[EXTRACTED INFORMATION Boundary: Start]

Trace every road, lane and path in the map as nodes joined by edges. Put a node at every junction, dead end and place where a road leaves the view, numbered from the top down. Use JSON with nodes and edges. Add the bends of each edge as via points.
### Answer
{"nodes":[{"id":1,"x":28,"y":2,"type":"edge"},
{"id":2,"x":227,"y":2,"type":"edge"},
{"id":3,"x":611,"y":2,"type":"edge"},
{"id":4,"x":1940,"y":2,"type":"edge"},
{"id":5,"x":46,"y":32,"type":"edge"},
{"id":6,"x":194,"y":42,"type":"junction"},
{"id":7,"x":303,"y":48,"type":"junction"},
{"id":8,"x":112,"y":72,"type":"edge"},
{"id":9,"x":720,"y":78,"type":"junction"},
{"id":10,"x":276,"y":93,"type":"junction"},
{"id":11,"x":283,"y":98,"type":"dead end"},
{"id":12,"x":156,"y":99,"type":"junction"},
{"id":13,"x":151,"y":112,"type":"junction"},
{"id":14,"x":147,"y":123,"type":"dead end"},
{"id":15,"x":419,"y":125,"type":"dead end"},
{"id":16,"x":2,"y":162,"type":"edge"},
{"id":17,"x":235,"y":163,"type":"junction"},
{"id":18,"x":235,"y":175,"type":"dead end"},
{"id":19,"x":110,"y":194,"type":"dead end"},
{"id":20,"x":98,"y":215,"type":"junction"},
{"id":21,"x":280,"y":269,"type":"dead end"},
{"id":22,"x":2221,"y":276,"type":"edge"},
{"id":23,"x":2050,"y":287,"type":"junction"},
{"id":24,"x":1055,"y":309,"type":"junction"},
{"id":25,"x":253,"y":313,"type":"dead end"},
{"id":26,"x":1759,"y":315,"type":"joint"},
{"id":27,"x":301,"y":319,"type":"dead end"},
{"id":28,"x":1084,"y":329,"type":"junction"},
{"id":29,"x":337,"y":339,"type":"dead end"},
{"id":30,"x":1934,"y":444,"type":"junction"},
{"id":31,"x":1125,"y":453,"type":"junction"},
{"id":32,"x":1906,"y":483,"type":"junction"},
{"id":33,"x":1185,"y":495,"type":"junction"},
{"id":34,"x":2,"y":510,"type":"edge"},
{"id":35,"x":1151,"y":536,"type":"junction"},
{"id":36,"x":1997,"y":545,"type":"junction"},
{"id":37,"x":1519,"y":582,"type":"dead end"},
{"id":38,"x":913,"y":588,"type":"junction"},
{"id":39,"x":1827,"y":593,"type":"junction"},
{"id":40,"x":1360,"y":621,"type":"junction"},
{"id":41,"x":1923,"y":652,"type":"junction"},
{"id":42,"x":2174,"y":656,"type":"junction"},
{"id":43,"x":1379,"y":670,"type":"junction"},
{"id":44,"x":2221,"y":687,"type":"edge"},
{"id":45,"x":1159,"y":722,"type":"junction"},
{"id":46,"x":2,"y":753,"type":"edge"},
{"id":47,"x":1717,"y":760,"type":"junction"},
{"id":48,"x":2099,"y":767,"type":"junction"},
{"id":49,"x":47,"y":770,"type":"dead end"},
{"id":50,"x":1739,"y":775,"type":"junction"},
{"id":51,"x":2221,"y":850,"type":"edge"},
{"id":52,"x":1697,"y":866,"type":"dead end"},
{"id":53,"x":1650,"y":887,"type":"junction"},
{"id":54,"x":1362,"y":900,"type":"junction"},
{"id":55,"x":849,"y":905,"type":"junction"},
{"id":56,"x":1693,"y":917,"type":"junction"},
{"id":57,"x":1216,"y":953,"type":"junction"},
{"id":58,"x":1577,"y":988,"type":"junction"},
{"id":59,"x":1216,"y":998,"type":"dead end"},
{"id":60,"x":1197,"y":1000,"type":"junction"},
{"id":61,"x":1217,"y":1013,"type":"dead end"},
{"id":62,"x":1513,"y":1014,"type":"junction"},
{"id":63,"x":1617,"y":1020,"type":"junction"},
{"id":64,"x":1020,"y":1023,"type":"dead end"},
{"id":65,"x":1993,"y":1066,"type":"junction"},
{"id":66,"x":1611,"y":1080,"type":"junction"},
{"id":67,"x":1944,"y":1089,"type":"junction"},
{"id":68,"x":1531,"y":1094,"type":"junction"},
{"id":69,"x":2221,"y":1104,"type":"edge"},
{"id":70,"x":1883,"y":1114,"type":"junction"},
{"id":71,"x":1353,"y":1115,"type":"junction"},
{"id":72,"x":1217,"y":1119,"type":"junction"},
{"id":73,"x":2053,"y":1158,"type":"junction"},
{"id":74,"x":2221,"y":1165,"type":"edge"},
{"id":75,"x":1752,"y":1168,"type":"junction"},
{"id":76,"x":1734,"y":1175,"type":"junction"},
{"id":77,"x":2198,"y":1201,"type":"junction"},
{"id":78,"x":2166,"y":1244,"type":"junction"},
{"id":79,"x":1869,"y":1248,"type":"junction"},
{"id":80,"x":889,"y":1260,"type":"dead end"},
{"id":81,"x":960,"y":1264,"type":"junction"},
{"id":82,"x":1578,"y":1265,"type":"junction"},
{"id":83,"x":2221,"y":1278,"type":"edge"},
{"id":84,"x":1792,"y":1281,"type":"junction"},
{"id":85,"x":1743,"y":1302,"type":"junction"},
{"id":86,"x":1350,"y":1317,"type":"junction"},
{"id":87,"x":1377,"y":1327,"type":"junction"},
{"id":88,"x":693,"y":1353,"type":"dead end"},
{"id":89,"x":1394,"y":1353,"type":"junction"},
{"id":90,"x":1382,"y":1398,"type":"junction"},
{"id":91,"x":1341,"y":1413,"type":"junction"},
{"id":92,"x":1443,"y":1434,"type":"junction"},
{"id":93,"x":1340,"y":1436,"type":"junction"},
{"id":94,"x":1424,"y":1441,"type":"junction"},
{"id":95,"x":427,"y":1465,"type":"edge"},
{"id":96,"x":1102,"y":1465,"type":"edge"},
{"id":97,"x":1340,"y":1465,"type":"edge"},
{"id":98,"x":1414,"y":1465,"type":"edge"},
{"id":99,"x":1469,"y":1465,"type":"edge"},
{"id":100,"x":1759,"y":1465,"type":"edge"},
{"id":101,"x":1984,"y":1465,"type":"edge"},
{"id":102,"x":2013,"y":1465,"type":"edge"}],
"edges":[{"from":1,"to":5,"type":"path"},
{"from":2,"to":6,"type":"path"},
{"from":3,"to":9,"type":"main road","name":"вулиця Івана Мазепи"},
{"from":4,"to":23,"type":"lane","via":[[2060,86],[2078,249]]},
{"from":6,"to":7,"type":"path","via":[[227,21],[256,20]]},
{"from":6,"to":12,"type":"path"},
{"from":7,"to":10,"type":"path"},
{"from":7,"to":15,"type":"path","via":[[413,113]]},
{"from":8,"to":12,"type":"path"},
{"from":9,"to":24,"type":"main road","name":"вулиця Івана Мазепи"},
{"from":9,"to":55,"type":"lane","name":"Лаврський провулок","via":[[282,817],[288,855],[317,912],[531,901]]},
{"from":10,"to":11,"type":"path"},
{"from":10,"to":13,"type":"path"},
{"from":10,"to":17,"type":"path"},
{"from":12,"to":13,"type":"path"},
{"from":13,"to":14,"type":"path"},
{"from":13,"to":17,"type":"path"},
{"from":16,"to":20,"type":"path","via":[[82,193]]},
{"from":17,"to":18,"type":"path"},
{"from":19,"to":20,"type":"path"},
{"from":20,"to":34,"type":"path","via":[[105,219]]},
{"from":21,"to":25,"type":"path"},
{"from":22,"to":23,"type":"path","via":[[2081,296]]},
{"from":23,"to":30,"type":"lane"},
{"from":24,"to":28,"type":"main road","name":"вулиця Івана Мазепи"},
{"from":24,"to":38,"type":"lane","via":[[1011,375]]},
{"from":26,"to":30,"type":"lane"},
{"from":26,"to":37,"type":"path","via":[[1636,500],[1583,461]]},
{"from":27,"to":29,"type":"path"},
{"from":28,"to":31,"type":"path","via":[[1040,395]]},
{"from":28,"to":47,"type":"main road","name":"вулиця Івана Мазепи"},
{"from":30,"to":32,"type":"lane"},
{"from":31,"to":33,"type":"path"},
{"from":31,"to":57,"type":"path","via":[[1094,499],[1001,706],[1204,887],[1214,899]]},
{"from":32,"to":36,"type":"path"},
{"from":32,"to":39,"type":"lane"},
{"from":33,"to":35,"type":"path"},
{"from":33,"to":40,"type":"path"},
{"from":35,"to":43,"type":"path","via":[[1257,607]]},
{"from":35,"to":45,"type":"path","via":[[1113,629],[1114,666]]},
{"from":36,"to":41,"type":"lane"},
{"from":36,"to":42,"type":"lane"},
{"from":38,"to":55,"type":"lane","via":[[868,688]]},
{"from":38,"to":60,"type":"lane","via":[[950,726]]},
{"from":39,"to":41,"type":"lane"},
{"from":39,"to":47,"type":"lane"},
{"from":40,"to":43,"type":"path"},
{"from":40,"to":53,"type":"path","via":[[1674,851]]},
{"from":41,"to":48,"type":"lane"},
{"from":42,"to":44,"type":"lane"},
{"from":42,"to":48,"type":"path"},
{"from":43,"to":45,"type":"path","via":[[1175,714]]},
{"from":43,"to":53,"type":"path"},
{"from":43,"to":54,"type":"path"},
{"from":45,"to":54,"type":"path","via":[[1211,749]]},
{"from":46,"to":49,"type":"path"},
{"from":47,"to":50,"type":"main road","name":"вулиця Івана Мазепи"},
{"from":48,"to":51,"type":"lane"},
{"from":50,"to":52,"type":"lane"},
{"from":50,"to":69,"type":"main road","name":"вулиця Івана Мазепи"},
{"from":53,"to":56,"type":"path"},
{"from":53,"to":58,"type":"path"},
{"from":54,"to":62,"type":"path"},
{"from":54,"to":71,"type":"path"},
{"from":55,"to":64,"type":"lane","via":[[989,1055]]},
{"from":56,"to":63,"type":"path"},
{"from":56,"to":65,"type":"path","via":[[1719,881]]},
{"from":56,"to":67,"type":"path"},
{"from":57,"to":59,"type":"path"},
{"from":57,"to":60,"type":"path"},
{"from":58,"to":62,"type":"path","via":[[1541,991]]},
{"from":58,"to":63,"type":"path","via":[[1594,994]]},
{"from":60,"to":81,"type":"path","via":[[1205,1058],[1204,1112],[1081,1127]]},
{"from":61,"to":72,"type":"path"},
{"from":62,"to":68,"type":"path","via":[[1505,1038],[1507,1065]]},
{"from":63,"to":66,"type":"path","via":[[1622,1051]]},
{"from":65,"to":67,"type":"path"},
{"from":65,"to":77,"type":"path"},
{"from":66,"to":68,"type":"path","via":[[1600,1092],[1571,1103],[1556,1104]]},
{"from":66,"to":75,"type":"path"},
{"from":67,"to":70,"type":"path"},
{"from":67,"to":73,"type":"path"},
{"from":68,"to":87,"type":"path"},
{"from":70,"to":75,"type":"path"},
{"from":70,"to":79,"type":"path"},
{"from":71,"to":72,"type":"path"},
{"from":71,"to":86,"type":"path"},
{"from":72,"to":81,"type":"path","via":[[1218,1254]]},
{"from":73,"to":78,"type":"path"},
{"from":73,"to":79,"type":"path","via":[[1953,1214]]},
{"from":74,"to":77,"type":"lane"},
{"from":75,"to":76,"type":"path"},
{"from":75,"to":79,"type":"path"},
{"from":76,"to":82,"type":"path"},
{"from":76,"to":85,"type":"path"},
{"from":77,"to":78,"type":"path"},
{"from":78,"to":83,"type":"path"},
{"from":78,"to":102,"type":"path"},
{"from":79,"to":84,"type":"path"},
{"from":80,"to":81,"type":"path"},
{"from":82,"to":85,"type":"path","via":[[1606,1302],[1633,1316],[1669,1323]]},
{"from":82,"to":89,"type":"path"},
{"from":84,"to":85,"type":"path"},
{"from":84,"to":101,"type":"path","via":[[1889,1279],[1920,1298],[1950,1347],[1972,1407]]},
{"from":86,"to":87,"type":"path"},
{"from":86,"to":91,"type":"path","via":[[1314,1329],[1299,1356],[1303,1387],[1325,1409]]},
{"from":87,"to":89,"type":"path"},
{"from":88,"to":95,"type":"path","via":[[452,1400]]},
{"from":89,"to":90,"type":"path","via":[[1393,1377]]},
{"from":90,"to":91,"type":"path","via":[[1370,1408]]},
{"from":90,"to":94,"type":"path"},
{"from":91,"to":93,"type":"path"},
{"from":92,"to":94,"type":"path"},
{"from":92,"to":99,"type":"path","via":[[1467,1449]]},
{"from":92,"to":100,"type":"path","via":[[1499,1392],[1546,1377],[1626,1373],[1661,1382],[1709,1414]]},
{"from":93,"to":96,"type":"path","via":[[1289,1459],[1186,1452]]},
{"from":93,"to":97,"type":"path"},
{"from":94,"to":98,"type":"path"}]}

[EXTRACTED INFORMATION Boundary: End]

Above are some records. Copy each of their lines that holds the string "edges".

Trace every road, lane and path in the map as nodes joined by edges. Put a node at every junction, dead end and place where a road leaves the view, numbered from the top down. Use JSON with nodes and edges. Add the bends of each edge as via points.
"edges":[{"from":1,"to":5,"type":"path"},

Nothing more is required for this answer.